■ Records supplied ■
((
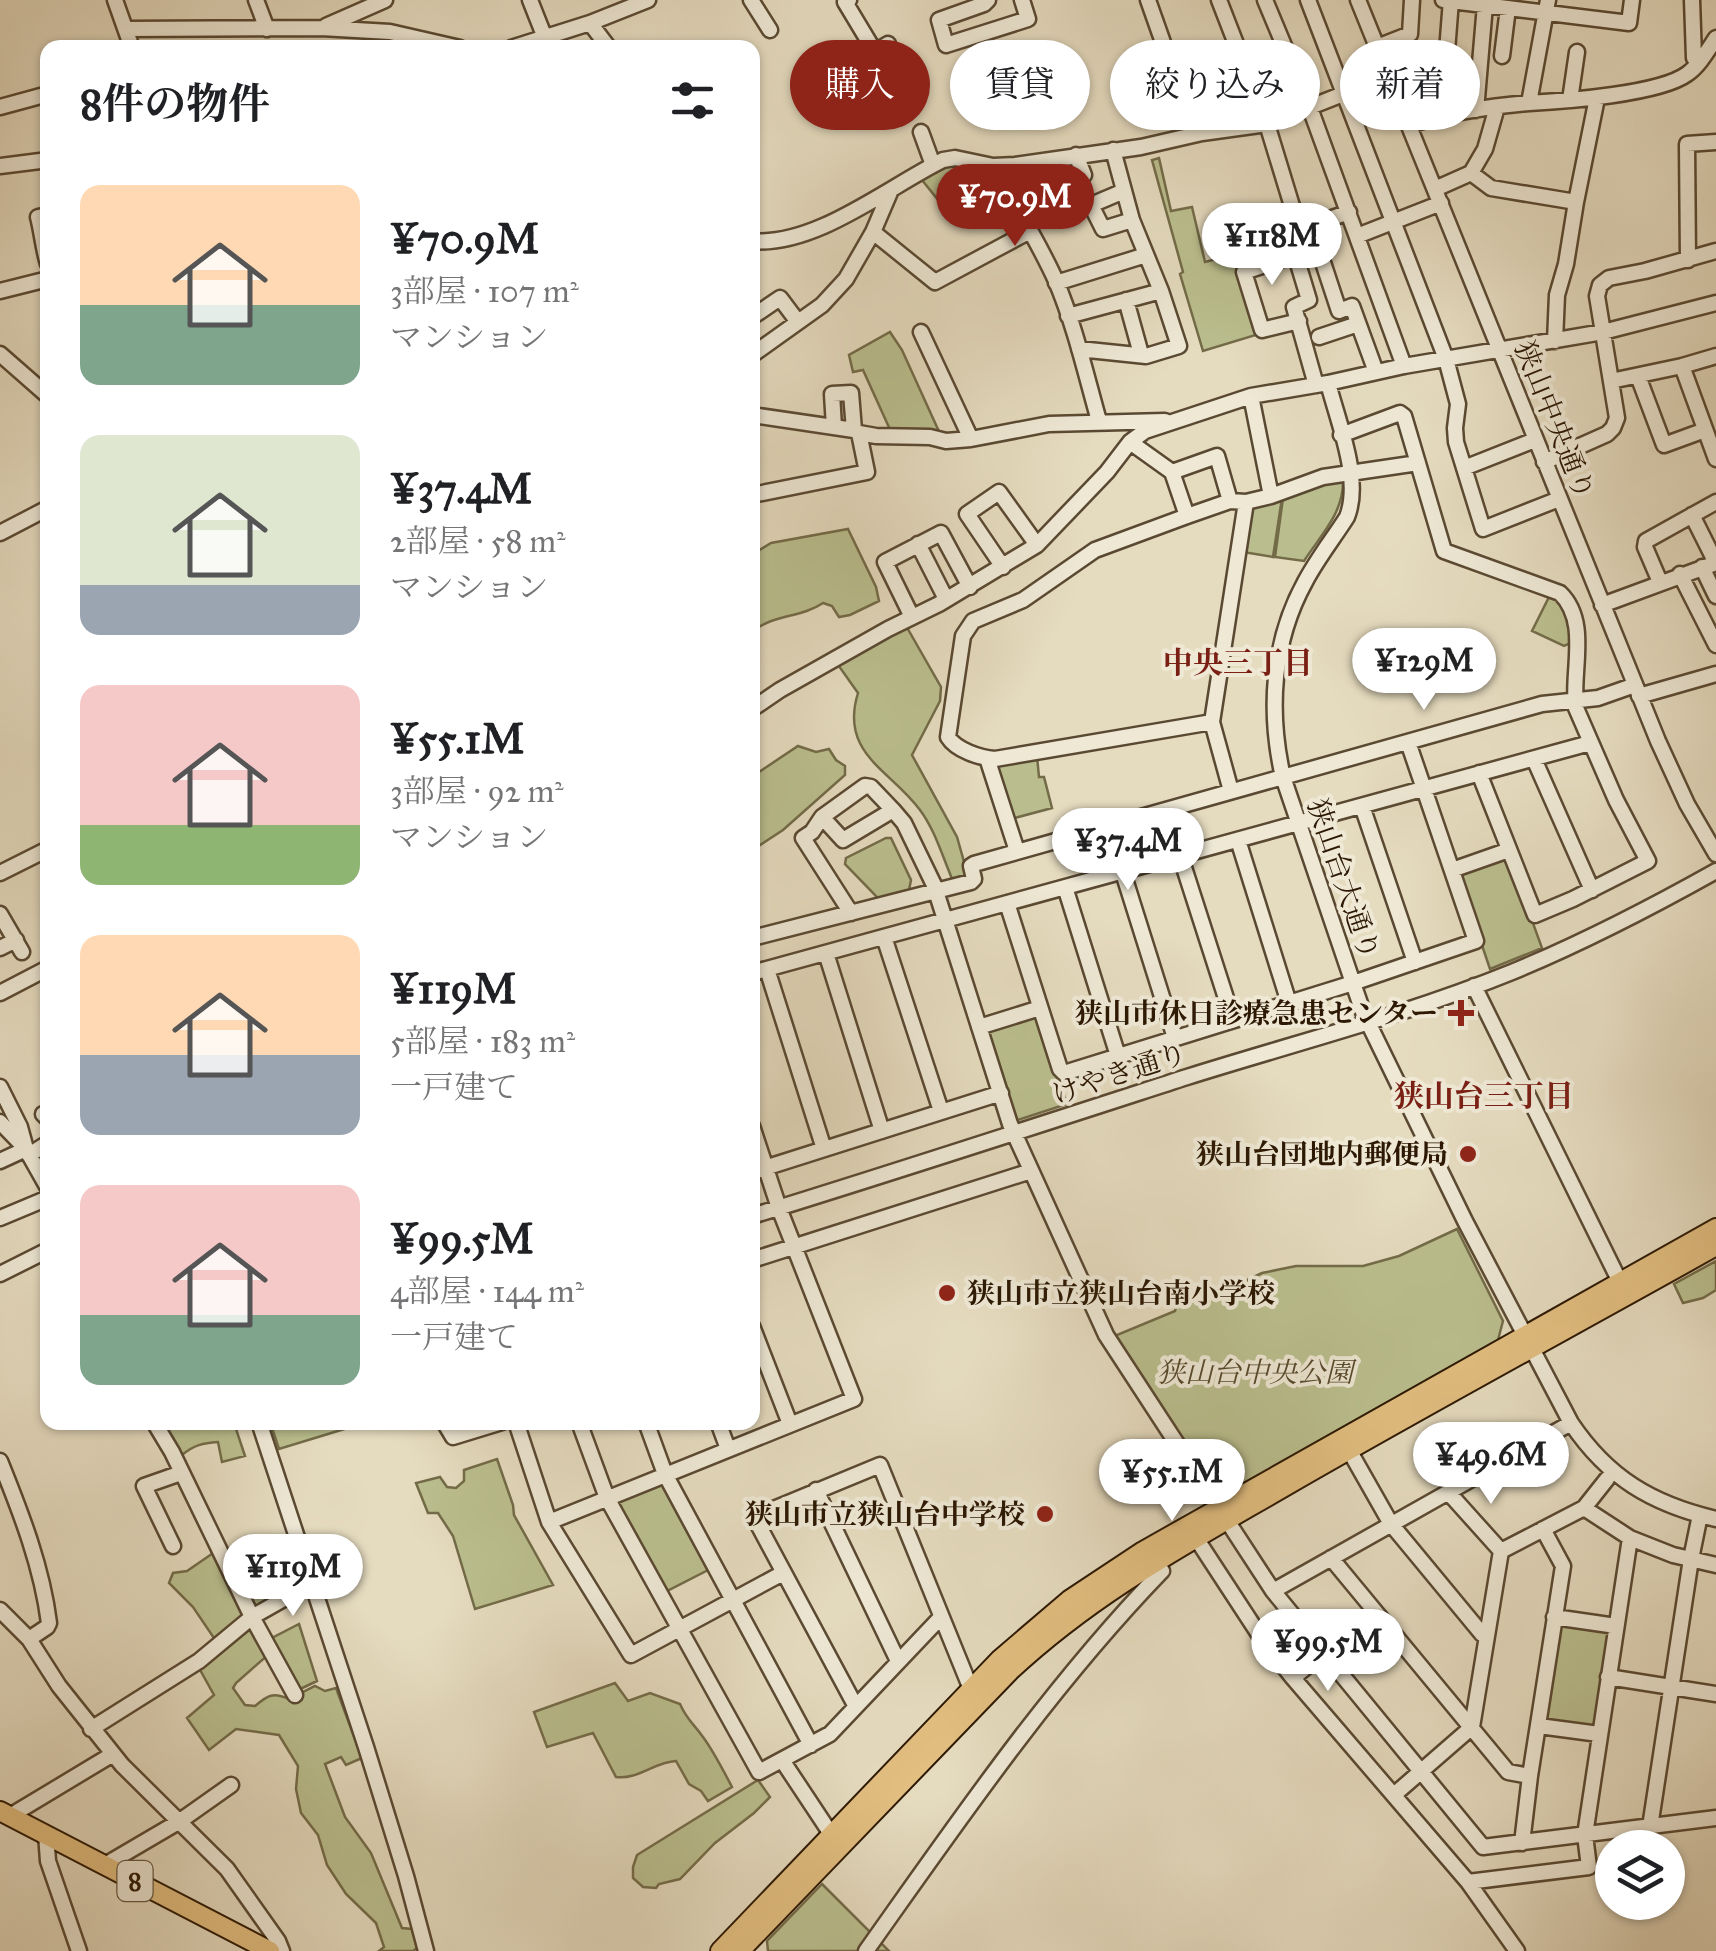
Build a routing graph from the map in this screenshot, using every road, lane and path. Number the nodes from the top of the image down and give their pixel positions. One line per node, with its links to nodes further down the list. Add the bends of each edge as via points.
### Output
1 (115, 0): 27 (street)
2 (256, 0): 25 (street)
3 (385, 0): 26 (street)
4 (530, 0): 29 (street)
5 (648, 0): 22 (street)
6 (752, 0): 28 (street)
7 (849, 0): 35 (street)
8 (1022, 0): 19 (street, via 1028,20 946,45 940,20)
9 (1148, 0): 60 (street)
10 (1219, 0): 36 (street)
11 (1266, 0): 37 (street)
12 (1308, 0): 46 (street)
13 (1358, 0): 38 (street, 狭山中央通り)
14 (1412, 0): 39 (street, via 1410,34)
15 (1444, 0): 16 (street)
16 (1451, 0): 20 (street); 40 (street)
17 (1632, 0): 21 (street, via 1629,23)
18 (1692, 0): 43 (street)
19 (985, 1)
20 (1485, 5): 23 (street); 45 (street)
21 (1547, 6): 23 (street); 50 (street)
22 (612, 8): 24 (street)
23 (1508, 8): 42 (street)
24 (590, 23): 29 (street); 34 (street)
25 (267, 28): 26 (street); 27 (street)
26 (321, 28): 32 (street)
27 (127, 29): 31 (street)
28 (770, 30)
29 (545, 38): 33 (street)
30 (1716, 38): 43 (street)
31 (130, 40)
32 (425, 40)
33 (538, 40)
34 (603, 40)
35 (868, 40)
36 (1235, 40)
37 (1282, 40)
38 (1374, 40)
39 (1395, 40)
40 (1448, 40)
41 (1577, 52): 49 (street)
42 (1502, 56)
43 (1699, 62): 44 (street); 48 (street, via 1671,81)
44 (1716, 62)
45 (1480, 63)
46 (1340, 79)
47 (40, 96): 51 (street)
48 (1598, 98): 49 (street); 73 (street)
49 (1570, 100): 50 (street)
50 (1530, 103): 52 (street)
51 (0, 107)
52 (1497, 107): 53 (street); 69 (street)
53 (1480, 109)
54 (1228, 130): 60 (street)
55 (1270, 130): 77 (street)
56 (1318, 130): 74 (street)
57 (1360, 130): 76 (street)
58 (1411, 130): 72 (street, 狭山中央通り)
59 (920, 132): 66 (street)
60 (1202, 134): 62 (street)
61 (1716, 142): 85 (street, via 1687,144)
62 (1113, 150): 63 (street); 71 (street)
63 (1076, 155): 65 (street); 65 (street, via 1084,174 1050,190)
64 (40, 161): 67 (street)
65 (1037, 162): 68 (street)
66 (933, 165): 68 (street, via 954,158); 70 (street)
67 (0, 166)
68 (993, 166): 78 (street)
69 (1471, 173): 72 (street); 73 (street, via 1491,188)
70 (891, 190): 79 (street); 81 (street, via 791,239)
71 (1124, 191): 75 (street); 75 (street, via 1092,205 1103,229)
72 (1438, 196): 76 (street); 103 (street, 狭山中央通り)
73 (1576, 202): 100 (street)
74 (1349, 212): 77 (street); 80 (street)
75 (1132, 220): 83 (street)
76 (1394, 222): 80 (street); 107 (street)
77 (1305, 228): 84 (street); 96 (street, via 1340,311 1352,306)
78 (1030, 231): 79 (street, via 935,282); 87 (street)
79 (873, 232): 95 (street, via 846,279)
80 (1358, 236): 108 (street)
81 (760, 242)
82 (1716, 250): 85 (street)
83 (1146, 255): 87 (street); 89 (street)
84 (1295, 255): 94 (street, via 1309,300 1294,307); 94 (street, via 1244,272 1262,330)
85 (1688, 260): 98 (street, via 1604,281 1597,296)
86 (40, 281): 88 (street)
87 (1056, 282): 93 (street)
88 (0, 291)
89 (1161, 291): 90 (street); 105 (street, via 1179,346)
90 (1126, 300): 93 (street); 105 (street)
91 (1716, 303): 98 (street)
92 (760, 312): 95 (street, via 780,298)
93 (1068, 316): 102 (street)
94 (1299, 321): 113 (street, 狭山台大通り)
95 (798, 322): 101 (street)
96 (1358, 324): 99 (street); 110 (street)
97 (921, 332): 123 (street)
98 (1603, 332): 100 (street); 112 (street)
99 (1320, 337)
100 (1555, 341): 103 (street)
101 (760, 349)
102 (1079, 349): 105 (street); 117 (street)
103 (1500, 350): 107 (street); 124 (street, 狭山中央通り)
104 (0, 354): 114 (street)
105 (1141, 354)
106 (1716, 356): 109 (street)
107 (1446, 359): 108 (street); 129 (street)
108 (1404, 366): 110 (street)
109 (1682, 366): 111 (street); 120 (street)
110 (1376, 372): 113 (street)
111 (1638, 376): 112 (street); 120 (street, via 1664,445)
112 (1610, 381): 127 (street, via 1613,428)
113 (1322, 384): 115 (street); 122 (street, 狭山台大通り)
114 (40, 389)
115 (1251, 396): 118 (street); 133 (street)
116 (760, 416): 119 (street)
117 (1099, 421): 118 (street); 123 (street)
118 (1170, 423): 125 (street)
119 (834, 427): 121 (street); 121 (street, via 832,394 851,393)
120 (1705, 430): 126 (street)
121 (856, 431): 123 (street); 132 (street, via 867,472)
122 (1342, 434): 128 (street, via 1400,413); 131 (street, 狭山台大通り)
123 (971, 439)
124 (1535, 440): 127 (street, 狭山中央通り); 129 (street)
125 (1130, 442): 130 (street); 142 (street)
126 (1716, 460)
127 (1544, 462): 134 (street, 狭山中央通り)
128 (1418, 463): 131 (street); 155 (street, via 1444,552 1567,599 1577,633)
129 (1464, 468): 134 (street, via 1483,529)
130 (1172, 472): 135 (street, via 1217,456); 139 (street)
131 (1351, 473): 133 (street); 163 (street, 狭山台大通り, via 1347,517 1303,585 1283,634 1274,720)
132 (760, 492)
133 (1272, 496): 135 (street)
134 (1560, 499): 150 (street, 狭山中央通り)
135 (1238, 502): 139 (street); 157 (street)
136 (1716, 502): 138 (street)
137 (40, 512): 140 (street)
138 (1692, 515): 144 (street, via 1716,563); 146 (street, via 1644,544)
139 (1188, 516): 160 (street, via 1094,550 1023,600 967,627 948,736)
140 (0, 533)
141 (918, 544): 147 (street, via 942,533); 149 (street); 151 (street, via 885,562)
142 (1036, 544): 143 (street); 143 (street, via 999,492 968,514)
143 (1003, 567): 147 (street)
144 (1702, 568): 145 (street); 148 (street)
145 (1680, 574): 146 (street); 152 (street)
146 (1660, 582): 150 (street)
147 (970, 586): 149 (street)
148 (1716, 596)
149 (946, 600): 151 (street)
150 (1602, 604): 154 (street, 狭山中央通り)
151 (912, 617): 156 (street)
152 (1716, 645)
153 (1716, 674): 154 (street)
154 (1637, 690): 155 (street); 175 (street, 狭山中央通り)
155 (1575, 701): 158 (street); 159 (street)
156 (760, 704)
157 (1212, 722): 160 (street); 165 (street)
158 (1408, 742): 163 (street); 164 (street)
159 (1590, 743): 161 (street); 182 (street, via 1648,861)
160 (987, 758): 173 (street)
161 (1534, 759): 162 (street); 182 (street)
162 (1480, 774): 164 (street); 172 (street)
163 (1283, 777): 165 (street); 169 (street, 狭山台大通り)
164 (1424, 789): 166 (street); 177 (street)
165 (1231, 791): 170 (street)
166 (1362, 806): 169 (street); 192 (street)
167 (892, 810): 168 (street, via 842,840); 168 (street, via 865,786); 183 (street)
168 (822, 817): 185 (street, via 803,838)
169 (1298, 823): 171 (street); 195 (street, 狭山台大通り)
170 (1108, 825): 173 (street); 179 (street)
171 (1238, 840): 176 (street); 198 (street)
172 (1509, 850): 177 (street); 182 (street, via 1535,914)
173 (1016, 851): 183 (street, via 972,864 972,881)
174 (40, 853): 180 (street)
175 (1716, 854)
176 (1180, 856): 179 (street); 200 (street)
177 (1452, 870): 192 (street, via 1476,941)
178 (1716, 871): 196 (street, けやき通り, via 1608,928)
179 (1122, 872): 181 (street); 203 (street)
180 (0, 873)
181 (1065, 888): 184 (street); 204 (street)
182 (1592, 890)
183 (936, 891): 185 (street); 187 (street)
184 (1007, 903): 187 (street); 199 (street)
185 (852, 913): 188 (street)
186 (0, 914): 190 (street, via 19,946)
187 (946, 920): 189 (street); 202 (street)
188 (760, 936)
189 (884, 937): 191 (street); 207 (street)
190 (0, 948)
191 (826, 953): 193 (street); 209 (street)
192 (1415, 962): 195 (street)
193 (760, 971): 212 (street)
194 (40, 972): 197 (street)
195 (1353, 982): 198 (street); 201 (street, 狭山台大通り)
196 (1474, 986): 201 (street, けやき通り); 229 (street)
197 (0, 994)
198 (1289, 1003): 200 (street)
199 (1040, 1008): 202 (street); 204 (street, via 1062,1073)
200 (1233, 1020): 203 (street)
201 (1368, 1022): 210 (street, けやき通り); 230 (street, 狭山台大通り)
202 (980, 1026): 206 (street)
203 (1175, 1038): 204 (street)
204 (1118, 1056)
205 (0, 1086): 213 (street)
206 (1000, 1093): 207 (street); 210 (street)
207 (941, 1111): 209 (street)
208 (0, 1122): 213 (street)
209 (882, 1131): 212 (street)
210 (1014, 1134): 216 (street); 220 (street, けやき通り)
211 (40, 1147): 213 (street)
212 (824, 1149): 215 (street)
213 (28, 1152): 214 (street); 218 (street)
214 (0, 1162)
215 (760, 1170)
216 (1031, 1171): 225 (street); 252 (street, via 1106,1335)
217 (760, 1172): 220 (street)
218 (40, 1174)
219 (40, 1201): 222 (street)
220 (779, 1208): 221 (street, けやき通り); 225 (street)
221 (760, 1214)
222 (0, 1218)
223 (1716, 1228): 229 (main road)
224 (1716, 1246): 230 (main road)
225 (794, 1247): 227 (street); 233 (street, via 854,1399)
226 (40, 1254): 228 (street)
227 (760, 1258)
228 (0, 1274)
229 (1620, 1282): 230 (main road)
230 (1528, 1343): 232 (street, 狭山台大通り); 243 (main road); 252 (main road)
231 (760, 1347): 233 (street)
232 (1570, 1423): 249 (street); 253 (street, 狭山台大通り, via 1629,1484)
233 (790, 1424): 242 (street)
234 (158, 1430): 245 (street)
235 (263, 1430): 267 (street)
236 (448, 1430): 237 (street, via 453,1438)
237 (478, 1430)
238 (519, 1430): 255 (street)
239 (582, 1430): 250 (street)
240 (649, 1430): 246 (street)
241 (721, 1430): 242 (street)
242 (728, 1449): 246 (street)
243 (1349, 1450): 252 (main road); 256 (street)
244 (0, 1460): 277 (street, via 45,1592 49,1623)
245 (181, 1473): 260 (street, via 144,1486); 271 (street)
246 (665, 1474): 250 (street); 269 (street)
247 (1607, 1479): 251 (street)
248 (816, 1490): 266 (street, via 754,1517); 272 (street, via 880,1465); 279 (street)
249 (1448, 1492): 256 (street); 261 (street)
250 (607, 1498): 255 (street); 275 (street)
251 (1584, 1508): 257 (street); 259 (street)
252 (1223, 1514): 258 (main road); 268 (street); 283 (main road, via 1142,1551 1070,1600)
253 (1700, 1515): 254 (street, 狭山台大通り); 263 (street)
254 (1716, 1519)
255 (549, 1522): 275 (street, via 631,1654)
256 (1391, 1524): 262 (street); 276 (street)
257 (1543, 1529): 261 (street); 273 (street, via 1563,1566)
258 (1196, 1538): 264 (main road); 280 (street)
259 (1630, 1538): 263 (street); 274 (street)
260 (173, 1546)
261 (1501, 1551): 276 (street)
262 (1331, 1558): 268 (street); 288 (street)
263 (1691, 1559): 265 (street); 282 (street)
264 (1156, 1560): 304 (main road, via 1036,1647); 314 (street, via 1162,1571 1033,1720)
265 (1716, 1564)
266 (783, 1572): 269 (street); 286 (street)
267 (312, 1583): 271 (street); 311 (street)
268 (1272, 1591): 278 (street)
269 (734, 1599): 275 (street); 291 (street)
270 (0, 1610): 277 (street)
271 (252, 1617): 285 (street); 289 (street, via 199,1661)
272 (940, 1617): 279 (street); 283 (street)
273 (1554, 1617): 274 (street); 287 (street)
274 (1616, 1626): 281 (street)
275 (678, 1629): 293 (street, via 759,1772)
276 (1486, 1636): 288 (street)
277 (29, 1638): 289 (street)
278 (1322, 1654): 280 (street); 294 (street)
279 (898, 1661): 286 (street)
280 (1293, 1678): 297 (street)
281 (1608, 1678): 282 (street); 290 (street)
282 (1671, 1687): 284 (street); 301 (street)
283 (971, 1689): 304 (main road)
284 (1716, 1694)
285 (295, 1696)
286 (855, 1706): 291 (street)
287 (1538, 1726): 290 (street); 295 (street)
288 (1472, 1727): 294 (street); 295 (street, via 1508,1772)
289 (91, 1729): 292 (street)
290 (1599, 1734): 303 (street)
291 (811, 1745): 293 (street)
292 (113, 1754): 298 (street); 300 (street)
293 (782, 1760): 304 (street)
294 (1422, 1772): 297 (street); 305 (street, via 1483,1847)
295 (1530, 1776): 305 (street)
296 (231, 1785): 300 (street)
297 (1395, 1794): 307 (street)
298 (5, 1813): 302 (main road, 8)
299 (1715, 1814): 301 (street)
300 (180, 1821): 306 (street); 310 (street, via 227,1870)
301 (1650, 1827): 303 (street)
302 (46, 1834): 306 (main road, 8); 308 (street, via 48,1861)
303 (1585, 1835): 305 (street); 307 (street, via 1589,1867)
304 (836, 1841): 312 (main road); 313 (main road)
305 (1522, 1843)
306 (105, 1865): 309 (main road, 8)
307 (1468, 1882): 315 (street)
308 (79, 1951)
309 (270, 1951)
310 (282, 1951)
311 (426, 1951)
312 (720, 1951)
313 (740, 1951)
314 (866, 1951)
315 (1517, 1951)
))
((
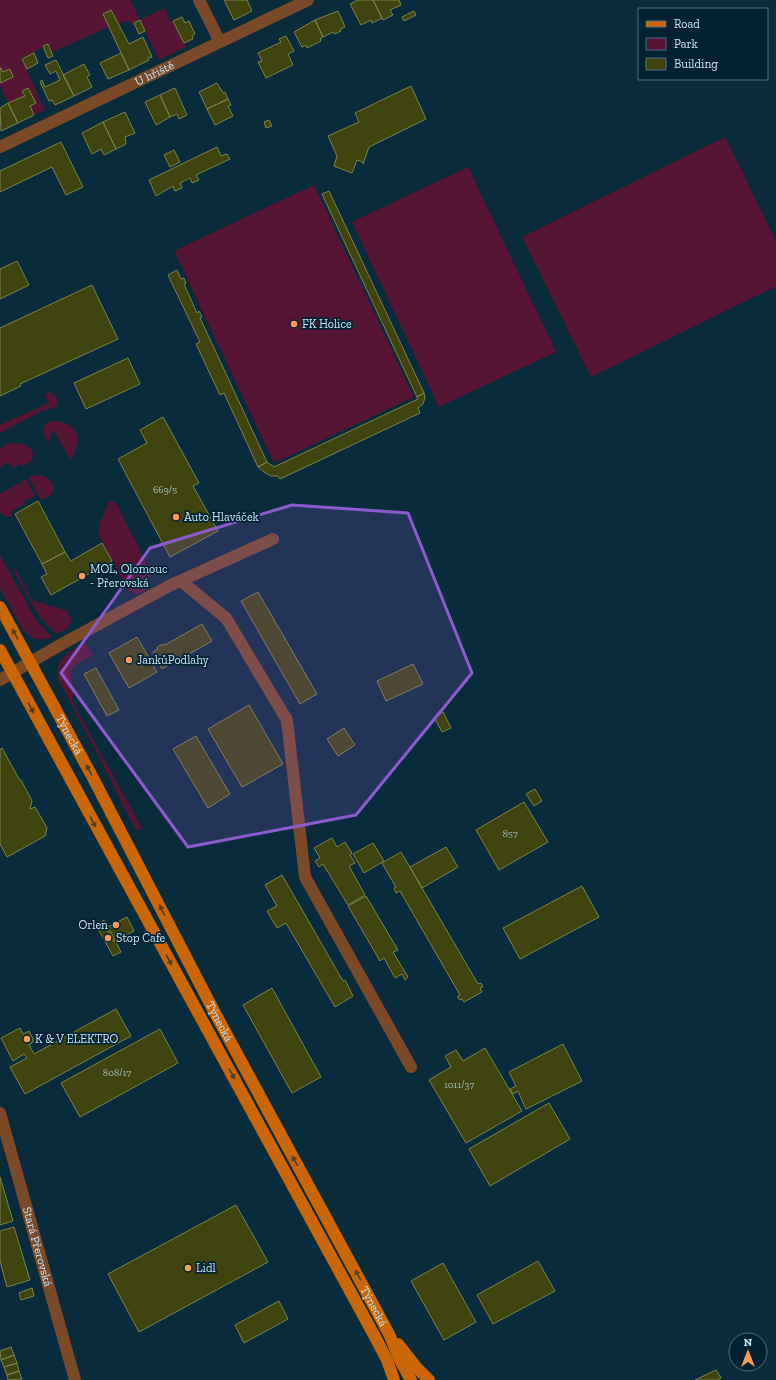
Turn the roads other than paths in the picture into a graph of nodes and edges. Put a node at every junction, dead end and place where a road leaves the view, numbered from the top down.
))
■ Your goal ■
Using the listing above, count how many lines contain the word "from" and, please, write only that number.

■ Output for this exercise ■
2